There was a part of me that was cheering Nash on, hoping he wasn’t as big of a manwhore as I thought he was. But as the silence stretched on, I was forced to put down my pom-poms. “See, that’s why. I might not be looking for a relationship right now, but I don’t fill my nights with disposable men, either.”
To my surprise, he rebounded. “Fine, how about just dinner? Doc said you needed to eat.”
“Is a tour of your hotel room on the menu?”
“It could be.”
“I think I’m good.”
“I’m sure you are. But I promise, I’m better.”
I had to sink my teeth into my lower lip to keep from laughing. “I think I have a boundary against men that are too confident and attractive for their own good.”
“Boundaries only exist to be breached. But it’s nice to know you find me attractive. In case you were wondering, I think you’re pretty damn gorgeous.”
I hated myself for preening at his compliment.
“And I think we should spend the night together. In the same bed this time.”
“But not yours.”
There was a slight hesitation before Nash answered. “No. Not mine.”
“Even though I was just there.”
“Yes.”
“Because it’s too personal?”
“Yes. And because I got the side-eye from Greta every time I walked by the kitchen after you left. She guards her territory, even from me.”
I relented. Greta was no joke. “Okay. Hypothetically, let’s assume our hot date coincides with one of Greta’s mornings off. Are you saying sex is fine, but inviting a girl back to your place crosses a line? I don’t get it.”
“You don’t have to. I don’t do the whole ‘your place or mine?’ thing. I have a place, i
t just doesn’t happen to be my apartment.”
“How many nights in your home-away-from-home hotel room—sorry, suite—does it take for you to ask a girl back to your place?”
He blew out a sigh. “None. Doesn’t happen.”

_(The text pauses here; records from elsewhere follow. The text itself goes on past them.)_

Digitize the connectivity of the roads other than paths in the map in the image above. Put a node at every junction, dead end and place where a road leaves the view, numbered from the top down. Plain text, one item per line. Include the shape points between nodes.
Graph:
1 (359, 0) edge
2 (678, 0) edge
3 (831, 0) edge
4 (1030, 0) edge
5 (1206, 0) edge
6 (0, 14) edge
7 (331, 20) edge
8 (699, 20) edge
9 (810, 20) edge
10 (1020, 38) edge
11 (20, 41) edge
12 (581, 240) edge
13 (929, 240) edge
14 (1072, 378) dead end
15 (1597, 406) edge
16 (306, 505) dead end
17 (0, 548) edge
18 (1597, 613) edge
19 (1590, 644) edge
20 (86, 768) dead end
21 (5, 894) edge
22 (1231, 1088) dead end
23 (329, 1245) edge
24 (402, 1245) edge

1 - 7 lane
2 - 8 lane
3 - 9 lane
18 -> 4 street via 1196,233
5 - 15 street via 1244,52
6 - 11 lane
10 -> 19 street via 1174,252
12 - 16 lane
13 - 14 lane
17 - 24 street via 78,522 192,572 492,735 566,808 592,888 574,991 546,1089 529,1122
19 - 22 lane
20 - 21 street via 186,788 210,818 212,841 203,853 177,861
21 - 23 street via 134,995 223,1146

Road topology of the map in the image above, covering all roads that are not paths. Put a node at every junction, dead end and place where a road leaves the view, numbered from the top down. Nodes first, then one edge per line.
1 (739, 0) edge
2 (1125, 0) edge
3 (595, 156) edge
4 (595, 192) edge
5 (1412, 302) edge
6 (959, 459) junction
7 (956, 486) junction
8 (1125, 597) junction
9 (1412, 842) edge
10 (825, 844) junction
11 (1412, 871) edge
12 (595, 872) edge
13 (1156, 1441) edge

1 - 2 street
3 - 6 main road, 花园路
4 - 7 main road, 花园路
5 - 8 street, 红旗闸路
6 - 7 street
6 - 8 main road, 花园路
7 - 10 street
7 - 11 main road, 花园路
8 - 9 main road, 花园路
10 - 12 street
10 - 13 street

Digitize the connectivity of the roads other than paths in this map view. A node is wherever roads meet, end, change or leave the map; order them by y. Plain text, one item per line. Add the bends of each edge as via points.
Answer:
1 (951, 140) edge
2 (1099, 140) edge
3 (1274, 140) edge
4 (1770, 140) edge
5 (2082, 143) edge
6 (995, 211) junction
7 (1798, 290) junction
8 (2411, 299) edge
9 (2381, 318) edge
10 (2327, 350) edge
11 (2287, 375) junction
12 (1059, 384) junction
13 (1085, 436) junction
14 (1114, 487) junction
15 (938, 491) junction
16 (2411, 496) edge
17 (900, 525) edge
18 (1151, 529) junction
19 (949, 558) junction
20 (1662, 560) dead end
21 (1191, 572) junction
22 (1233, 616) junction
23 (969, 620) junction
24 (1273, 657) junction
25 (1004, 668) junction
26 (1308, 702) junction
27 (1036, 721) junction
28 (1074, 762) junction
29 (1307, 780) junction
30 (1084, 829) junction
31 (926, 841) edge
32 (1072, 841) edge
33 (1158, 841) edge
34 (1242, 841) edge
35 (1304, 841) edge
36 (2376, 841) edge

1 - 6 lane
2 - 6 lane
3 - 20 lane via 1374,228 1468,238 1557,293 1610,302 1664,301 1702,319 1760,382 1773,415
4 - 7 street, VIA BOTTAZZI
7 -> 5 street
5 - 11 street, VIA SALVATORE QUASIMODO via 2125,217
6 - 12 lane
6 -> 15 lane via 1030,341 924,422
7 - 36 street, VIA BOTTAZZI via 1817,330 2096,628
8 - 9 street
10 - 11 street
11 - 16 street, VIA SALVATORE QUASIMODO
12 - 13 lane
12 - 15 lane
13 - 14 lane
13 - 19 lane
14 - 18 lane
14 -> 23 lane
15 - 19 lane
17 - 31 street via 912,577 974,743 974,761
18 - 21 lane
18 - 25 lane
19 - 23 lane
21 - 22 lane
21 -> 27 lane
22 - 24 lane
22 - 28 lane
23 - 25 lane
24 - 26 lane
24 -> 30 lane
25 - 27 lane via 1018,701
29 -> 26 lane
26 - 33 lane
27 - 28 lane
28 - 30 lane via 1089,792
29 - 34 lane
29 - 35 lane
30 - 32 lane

Dropping my purse on the floor, I slid down the wall until I was sitting beside it, stretching my feet out in front of me and crossing them at the ankles. “Why?”
“Why?” Nash paused as if he hadn’t considered the question before, although I was sure he must have. “Because, like you, I don’t want to get seriously involved with anyone right now, or for the foreseeable future.”
“Why not?”
“Did anyone ever tell you that you ask a lot of questions?”
I shrugged. “You called me.”
“You’re right. I did.”
Silence stretched out, and I pulled the phone away from my ear to see if the call was still connected. It was. “Nash?”
“Yeah?”
“What happens when you run into a woman you’ve . . .” my voice trailed off as a mental image I didn’t like barged its way into my mind.
“Fucked?”
I winced at the crass word. “Had sex with, and they want to hang out with you again?”
“I guess it depends. Was it a while ago or just last night? And is being with them tempting enough to forgo spending the night with someone new?”
Hang up the phone, Nixie. “You’re kind of an ass. No offense.”
I could practically feel his wicked grin through the screen pressed to my ear. “None taken.”
“What about love?”
“What about it?”
“Have you ever been in love?”
Another pause, and then a sigh. “I thought I was. Once.”
“What happened?”
He cleared his throat. “Truth?”
“Of course.”
“She slept with my brother.”
I sucked in a quick breath. “Oh.”
“Yeah. Kind of turned love into a four-letter word for me.”
“I guess that’s understandable.”
“How about you? You said something about just getting out of a relationship.”
“Yes. Childhood sweethearts . . . but it didn’t work out.”
“Childhood, huh? Is he the only guy you’ve ever been with?”